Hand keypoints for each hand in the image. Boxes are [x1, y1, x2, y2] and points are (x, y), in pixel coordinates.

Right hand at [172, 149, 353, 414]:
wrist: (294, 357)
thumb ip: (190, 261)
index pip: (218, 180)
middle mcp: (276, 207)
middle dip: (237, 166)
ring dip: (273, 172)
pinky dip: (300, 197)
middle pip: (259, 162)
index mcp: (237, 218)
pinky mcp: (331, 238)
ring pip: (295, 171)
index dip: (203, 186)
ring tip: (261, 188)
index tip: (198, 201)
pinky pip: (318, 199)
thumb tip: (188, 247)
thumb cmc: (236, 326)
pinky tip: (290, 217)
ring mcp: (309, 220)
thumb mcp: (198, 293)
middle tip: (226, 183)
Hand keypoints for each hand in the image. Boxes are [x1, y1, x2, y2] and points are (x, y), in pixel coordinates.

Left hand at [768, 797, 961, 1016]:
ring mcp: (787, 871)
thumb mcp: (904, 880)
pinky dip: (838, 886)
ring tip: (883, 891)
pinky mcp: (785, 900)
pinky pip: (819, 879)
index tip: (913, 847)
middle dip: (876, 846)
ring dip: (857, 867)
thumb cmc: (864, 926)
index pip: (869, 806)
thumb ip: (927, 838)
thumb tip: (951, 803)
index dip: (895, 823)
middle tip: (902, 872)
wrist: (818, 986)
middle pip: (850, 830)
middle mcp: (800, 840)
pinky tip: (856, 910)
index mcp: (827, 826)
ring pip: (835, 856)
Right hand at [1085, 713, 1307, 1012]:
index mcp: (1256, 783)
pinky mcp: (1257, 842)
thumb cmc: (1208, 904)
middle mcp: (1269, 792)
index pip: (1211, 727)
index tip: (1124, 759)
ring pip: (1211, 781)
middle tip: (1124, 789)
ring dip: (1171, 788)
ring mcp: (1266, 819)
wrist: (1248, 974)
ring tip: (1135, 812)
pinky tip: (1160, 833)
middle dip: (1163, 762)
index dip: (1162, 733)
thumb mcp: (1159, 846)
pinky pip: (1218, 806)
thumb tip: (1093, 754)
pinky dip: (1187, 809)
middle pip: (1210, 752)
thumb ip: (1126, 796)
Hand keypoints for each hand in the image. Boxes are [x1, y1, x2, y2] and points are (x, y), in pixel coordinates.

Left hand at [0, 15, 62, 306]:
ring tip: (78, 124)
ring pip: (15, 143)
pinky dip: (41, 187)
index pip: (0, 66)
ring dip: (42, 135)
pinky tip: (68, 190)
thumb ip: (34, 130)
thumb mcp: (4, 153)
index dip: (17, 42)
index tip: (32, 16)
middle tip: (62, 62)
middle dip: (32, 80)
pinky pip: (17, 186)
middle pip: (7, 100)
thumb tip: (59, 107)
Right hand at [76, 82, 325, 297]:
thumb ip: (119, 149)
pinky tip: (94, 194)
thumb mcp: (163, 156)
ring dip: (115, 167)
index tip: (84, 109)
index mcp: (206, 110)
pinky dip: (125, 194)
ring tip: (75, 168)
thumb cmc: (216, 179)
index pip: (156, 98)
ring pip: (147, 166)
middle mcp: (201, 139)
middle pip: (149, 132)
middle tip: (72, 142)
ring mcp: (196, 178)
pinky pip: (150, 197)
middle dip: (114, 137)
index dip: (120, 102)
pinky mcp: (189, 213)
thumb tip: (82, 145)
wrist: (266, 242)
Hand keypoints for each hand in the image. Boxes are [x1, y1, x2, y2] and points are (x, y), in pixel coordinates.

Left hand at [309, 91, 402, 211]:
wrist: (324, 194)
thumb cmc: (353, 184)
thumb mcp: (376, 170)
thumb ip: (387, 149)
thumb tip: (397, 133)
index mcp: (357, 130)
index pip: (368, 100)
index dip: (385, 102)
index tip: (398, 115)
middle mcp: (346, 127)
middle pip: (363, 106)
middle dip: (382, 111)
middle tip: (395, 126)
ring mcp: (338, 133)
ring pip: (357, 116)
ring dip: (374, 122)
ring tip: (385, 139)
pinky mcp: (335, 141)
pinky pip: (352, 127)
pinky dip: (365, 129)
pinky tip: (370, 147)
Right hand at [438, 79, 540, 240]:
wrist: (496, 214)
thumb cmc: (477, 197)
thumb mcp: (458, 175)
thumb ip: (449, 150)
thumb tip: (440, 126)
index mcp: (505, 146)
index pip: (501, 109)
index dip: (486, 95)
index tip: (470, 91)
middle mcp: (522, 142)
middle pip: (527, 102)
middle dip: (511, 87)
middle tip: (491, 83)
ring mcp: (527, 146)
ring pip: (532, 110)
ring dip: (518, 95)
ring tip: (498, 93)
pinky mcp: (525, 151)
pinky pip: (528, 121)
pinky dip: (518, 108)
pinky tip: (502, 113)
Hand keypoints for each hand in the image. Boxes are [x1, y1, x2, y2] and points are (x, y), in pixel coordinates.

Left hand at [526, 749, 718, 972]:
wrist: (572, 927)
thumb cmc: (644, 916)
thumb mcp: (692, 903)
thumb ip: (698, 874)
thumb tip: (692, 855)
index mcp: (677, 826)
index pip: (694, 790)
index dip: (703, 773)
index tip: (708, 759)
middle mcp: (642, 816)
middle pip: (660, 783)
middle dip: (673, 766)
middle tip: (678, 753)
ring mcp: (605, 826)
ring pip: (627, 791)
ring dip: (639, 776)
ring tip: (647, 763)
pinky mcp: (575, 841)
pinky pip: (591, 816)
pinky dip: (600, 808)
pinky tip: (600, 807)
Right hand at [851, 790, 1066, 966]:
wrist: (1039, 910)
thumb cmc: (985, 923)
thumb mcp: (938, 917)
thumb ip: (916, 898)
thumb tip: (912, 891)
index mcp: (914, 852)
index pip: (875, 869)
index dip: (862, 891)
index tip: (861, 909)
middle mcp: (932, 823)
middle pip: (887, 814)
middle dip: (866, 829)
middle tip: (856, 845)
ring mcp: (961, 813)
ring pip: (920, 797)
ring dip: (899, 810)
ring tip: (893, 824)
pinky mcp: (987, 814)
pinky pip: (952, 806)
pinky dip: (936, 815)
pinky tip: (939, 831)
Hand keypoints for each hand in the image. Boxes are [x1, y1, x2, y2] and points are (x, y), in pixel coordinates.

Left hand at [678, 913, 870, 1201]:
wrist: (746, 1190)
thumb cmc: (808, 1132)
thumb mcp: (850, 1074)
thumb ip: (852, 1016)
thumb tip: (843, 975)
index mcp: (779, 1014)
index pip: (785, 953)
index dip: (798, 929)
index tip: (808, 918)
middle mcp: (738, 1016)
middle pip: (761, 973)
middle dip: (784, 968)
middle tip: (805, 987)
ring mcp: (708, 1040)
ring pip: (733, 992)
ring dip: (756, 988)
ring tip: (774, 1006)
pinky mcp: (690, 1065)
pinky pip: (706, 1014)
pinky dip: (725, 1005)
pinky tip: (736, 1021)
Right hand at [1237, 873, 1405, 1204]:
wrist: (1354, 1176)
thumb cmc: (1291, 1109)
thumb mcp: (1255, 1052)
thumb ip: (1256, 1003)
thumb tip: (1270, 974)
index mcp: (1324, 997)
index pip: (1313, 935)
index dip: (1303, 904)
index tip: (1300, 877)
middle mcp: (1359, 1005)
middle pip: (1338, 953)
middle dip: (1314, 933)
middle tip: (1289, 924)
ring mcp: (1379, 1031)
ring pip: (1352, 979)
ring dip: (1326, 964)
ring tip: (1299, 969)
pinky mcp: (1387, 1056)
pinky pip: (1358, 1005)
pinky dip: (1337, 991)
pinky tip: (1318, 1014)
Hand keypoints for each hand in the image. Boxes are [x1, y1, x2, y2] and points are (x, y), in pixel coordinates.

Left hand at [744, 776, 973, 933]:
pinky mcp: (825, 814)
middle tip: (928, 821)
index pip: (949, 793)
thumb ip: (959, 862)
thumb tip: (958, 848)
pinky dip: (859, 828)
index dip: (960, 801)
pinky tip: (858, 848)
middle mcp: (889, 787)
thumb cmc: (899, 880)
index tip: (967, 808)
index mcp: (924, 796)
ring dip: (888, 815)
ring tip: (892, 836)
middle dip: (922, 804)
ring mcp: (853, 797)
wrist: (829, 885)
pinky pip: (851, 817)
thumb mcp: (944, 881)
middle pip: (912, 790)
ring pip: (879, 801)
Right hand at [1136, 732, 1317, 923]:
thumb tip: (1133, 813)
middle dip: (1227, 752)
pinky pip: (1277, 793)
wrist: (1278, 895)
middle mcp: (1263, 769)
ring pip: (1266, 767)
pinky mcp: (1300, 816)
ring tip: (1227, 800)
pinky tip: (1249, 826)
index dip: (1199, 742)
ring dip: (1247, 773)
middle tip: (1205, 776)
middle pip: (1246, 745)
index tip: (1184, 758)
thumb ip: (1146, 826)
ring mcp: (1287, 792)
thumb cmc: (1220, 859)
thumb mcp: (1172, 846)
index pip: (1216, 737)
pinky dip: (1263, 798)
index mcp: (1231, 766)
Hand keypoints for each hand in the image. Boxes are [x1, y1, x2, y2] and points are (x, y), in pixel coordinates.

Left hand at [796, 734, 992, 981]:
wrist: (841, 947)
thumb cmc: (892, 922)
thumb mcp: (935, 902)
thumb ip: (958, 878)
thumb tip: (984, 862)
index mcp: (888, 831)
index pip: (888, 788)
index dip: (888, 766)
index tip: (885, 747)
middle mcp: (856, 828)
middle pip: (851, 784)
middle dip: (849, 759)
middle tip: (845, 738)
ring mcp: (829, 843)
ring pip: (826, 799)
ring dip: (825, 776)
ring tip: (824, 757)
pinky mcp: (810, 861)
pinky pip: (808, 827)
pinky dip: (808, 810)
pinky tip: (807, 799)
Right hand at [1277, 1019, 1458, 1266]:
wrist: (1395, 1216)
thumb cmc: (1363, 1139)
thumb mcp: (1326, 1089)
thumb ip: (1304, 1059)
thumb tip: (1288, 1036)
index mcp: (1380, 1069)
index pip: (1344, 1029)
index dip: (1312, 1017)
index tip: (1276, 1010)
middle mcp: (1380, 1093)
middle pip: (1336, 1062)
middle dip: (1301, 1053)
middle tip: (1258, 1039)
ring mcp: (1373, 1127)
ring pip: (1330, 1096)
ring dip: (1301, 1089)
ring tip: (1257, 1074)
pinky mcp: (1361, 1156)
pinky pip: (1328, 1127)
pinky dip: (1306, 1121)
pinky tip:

------------------------------------------------------------

• [ABOUT THIS EXERCISE] The required answer is each line of the data in which the word "Right" appears.

• [SOLUTION]
Right hand at [172, 149, 353, 414]:
Right hand at [1085, 713, 1307, 1012]:
Right hand at [76, 82, 325, 297]:
Right hand at [438, 79, 540, 240]:
Right hand at [851, 790, 1066, 966]:
Right hand at [1237, 873, 1405, 1204]:
Right hand at [1136, 732, 1317, 923]:
Right hand at [1277, 1019, 1458, 1266]:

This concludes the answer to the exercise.